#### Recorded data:
-*-
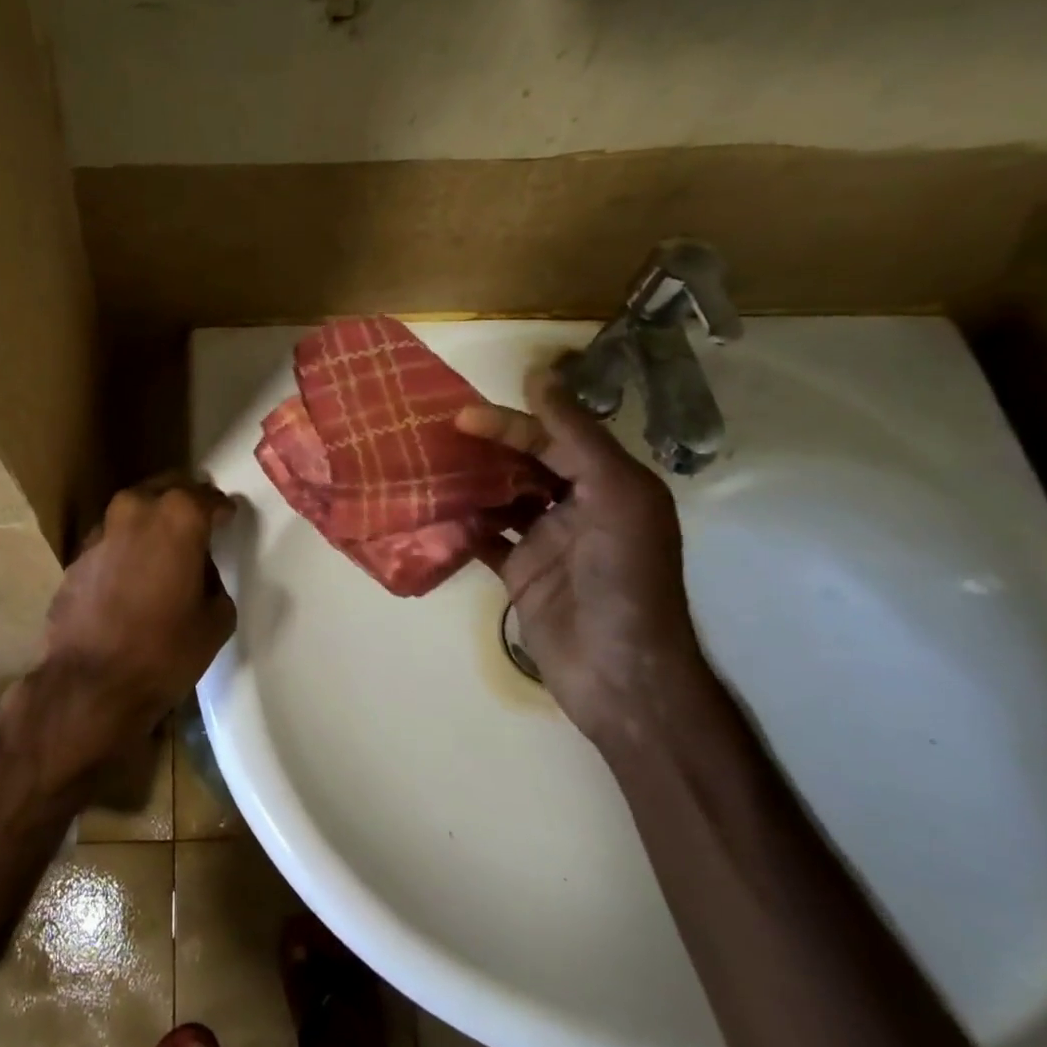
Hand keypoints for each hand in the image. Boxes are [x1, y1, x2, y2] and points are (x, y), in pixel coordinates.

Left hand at [9, 476, 236, 794]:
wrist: (90, 685)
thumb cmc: (165, 651)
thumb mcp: (216, 618)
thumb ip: (214, 579)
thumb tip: (199, 570)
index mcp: (178, 516)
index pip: (209, 497)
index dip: (223, 509)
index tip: (229, 518)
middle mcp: (136, 509)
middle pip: (168, 488)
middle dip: (186, 500)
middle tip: (200, 521)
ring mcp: (101, 531)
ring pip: (135, 510)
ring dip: (152, 521)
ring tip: (166, 547)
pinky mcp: (77, 556)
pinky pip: (112, 540)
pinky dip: (127, 547)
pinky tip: (133, 574)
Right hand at [456, 368, 710, 744]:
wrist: (619, 672)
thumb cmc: (623, 576)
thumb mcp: (612, 494)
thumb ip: (575, 435)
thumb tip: (539, 374)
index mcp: (609, 482)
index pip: (552, 438)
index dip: (509, 423)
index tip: (461, 417)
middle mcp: (578, 506)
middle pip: (524, 463)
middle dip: (484, 448)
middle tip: (434, 436)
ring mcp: (547, 541)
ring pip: (500, 497)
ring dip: (467, 482)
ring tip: (424, 465)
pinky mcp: (521, 572)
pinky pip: (485, 537)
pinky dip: (460, 523)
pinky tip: (430, 511)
-*-
#### Task statement:
Scan the entries above for lines with "hand" in them, then report how many there are as a plain number.

#### Task output:
3